Dirinya pun mengucapkan terimakasih kepada Pemerintah Kabupaten Buleleng karena sudah memberikan bantuan saat karantina desa. Bahkan hingga saat ini pihaknya selalu melakukan kampanye protokol kesehatan yakni memakai masker, menjaga jarak, dan mencuci tangan (3M).
“Perlu kesadaran terutama kami di Pemerintahan Desa harus memberikan contoh 3M kepada masyarakat. Kalau kami tidak menerapkan itu, masyarakat pasti akan mencontoh kami,” jelasnya.

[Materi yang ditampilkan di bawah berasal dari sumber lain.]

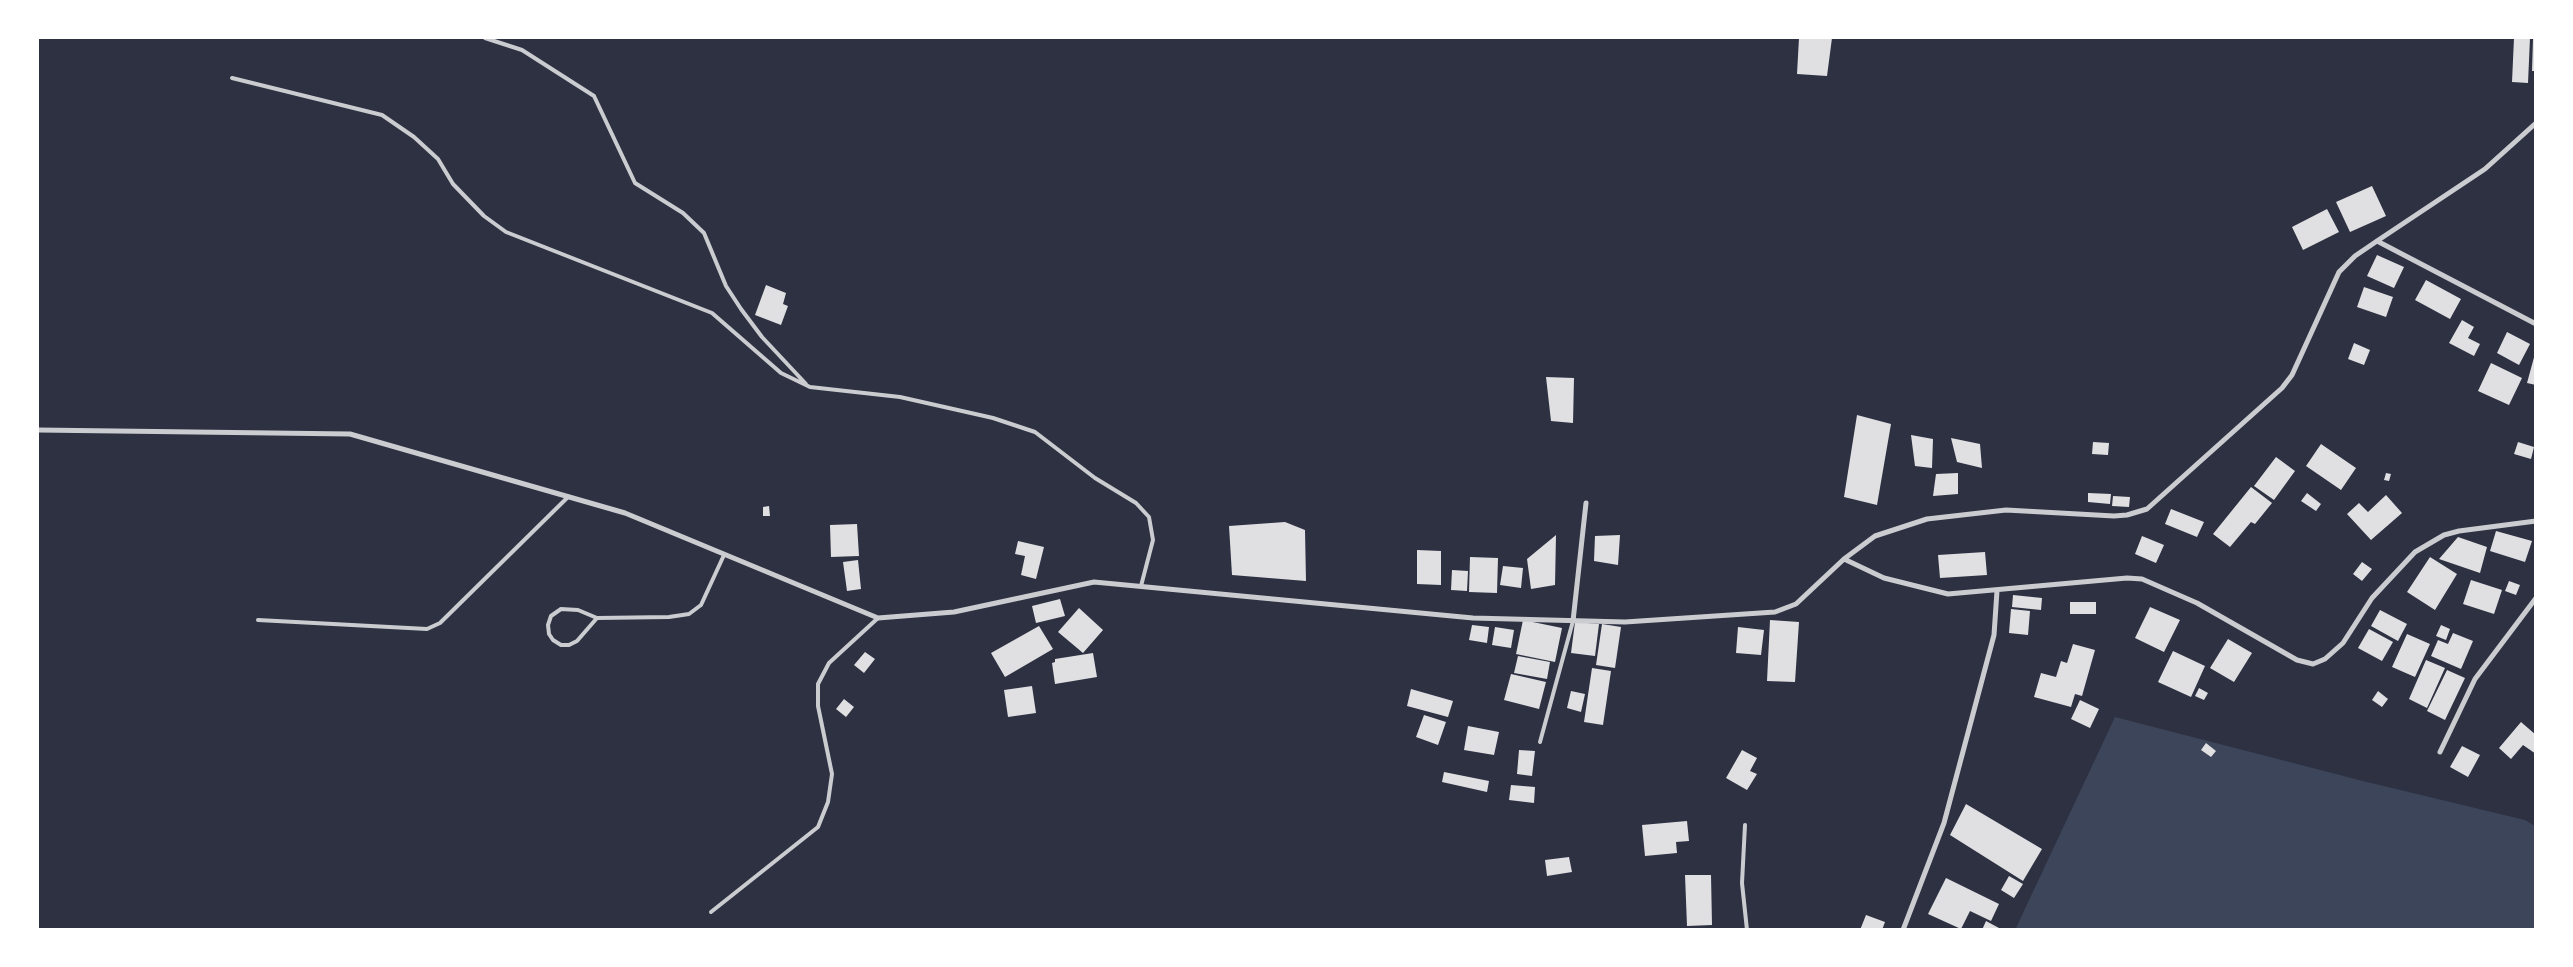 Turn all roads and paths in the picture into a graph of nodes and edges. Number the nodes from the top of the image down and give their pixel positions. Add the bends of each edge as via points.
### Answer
1 (485, 38) edge
2 (232, 78) dead end
3 (2536, 123) edge
4 (2377, 240) junction
5 (2536, 324) edge
6 (810, 387) junction
7 (38, 430) edge
8 (569, 495) junction
9 (1586, 503) dead end
10 (2536, 521) edge
11 (724, 555) junction
12 (1844, 559) junction
13 (1141, 586) junction
14 (1997, 591) junction
15 (2536, 598) edge
16 (597, 618) junction
17 (878, 618) junction
18 (258, 620) dead end
19 (1573, 620) junction
20 (1540, 742) dead end
21 (2440, 752) dead end
22 (1746, 825) dead end
23 (711, 912) dead end
24 (1747, 930) edge
25 (1903, 930) edge

1 - 6 lane via 522,50 594,96 635,183 683,213 704,233 726,286 741,309 762,337
2 - 6 lane via 382,114 432,154 459,190 484,216 506,232 712,313 782,373
3 - 4 street via 2485,169
4 - 5 street
4 - 12 street via 2339,272 2292,375 2282,388 2146,509 2114,516 2006,510 1926,519 1875,536
6 - 13 lane via 900,397 993,418 1035,432 1096,478 1136,503 1148,517 1153,540
7 - 8 street via 350,434
8 - 11 street via 625,513
8 - 18 lane via 440,623 427,629
9 - 19 street
10 - 14 street via 2459,531 2444,535 2415,552 2372,598 2343,643 2325,659 2313,664 2297,660 2197,603 2142,579
11 - 16 lane via 701,605 689,614
11 - 17 street
12 - 14 street via 1884,578 1948,594
12 - 19 street via 1796,604 1775,612 1624,622
13 - 17 street via 1094,582 954,612
13 - 19 street via 1473,618
14 - 25 street via 1994,635 1944,823
15 - 21 street via 2475,679
16 - 16 lane via 578,610 560,609 551,616 549,634 553,640 569,645 577,641
17 - 23 lane via 828,663 818,684 818,706 832,774 828,802 818,827
19 - 20 lane
22 - 24 lane via 1742,883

Disisi lain Bupati Buleleng Putu Agus Suradnyana,ST menjelaskan alasannya menyelenggarakan persembahyangan bersama di Padmasana Kantor Perbekel Desa Bondalem. Ia mengatakan, peresmbahyangan bersama ini merupakan janjinya yang pernah dirinya ucapkan saat memberikan bantuan ke desa tersebut saat menjalani karantina.
“Ini sebuah ritual rasa syukur saya sebagai Kepala Daerah karena Desa Bondalem sudah terlepas dari pandemi. Tentunya disaat seperit itu, kita sebagai umat beragama harus berserah diri kepada tuhan disamping melakukan upaya-upaya pencegahan,” terangnya.
Ditanya terkait upaya Pemkab Buleleng dalam pencegahan penyebaran covid-19 di Buleleng, dirinya mengaku pihaknya selalu memberikan pemahaman kepada masyarakat tentang protokol kesehatan.
“Kita perlu mewaspadai bersama tentang penanganan covid ini jangan sampai kewaspadaan kita turun sehingga kasus covid kembali meningkat,” tutupnya.